- Parcel barons FedEx and UPS now institute vastly different pricing models in areas such as fuel surcharges and list rates, resulting in more challenging price comparisons, Logistics Management reported Tuesday.
- At FedEx, the greatest change is the dim weight reduction from 166 to 139, while at UPS a handling surcharge will be levied on every package with its longest side exceeding 48 inches, instead of the previous 60 inch standard. FedEx has also reduced its fuel rate surcharge calculations from one month to one week.
- Shippers interested in closely comparing the carriers' rates in order to find the best value are advised to consult carrier representatives at each company for an analysis, since simply staying with your usual carrier may cost more in the end.
Previously, UPS and FedEx spent a decade marching in lockstep on pricing rates, presuming that customers would focus primarily on basic ground rates rather than higher cost air and speed shipping offerings. Now, with their sudden divergence, direct competition shifts and pricing is unpredictable at best.
The majority of both carriers' businesses come from discounted bulk shippers, which, if designated as a small business, often receive as much as 18% off on air shipping versus 10% on ground at UPS; 16% and 8% respectively at FedEx. At UPS, startups can receive a full year of free pickups, saving more than $500. It is individual shippers who pay full price, however, and who are feeling the brunt of the increases.
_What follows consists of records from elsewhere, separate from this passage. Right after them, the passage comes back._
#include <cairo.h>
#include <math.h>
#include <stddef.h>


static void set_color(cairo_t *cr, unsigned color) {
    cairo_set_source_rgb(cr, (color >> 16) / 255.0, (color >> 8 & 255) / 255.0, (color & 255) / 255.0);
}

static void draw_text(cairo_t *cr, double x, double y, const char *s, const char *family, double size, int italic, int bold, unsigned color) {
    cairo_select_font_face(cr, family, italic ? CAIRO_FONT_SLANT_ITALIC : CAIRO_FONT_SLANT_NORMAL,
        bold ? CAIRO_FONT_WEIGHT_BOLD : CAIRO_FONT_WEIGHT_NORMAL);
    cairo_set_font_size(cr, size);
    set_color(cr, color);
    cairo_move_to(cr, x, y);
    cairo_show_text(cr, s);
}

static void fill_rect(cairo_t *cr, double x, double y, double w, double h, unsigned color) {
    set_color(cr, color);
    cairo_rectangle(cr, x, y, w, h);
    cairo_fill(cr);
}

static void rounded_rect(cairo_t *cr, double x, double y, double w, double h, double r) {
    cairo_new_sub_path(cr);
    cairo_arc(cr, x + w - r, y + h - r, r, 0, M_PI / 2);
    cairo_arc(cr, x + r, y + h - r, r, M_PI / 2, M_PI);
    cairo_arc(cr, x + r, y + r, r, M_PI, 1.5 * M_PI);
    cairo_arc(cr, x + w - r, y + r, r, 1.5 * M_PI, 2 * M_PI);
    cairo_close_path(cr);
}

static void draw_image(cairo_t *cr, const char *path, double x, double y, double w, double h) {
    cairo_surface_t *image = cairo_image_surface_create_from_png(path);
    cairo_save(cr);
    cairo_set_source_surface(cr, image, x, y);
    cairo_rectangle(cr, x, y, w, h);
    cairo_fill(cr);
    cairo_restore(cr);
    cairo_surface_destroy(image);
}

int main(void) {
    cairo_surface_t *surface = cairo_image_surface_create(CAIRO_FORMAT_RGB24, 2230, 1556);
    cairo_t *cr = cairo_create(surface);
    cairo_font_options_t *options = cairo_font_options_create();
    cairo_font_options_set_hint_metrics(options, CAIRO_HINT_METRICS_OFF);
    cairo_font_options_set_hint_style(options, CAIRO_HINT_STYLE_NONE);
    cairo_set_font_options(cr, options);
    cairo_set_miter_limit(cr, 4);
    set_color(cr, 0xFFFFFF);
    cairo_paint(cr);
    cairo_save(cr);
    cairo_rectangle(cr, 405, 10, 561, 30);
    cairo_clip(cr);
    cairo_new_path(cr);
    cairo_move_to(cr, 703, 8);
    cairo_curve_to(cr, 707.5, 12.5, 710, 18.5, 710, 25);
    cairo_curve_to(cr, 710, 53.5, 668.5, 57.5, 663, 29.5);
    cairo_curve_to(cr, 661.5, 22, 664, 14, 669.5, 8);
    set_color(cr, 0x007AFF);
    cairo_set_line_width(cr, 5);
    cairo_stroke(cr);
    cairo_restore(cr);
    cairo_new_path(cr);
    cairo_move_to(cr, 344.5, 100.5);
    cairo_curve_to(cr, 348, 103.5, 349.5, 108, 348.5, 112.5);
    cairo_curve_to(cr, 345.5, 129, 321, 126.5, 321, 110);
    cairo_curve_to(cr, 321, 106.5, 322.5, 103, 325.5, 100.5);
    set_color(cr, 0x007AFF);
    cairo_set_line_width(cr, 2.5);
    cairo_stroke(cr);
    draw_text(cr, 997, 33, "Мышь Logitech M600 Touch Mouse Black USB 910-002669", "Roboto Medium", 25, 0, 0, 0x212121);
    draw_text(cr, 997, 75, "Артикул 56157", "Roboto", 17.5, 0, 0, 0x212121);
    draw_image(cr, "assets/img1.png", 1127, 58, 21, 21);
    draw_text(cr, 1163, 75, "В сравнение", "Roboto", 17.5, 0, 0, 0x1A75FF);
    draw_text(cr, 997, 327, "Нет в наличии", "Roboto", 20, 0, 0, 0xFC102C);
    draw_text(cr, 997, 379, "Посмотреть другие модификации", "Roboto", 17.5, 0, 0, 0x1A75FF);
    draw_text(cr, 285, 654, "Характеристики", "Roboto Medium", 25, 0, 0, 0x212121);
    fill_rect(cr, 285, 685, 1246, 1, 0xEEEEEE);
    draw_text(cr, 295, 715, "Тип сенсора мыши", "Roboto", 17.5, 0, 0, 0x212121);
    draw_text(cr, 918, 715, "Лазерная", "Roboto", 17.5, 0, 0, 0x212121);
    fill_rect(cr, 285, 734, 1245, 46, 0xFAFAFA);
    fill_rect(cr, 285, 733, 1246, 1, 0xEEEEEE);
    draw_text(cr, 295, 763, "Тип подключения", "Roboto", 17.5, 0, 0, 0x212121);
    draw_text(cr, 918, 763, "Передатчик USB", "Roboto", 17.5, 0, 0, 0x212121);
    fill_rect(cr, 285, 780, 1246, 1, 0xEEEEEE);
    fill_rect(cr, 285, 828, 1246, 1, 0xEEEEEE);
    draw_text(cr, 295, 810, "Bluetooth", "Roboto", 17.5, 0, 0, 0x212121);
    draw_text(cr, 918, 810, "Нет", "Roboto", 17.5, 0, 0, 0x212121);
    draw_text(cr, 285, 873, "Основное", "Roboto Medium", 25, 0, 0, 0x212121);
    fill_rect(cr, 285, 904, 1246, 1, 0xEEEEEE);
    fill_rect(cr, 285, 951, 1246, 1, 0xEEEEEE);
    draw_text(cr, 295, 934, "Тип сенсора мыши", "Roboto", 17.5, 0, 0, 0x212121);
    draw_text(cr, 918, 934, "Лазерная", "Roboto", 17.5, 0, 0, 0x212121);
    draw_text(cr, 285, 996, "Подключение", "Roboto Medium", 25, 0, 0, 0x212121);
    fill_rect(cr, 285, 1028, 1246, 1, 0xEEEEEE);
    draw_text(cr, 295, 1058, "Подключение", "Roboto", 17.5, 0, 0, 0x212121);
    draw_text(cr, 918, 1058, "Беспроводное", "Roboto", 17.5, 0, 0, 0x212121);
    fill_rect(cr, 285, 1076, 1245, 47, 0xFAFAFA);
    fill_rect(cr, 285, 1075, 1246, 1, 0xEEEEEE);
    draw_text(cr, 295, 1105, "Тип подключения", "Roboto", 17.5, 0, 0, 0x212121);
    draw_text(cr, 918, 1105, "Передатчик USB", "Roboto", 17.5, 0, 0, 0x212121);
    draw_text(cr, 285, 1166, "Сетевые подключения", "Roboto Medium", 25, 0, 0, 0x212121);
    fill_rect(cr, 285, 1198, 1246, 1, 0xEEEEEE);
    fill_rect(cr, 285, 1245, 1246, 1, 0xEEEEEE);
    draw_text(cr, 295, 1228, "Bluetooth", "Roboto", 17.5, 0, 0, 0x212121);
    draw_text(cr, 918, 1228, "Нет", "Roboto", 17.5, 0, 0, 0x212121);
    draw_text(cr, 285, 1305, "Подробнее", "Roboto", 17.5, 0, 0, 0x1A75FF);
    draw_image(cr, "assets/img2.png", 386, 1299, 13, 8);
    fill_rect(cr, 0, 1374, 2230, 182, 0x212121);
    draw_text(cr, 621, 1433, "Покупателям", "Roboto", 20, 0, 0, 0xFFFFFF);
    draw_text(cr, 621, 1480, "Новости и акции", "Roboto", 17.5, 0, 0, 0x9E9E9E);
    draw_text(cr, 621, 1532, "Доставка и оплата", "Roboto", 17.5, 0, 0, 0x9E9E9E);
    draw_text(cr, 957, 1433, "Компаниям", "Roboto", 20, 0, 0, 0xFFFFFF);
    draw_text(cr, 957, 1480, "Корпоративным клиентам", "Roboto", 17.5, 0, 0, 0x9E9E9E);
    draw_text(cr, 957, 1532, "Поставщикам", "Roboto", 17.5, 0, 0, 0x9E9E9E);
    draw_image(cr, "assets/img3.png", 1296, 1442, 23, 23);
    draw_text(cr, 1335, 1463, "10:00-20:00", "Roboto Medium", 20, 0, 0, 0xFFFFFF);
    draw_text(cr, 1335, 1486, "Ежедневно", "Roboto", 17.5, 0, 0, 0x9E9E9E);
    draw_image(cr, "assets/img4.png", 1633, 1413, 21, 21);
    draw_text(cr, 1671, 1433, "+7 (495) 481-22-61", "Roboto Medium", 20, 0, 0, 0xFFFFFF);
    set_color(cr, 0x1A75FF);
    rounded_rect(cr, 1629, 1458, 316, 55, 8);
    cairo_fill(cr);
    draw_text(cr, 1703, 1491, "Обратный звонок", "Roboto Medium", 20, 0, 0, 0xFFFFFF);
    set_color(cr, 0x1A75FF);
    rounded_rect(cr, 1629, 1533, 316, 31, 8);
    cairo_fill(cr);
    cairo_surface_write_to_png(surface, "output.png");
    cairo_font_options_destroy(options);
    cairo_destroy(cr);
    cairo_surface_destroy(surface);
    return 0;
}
2017 business will likely be much more of this type of competitive differentiation, as when in 2015 and 2016 the pair resorted to pricing based on dimensional packaging of three cubic feet or less, or the majority of e-commerce parcels. Rates rose for both shippers of lightweight and heavier items unable to squeeze into smaller or denser units. Justification came in the form of delivery van space availability; if it's too big, or too light, it costs more. FedEx and UPS lead the way on shipping logistics; the fact that they have found different measures to build upon past success is a clear indication that neither is satisfied and will continue to seek out profit opportunities, as consultant Jerry Hempstead argues, amidst the confusion.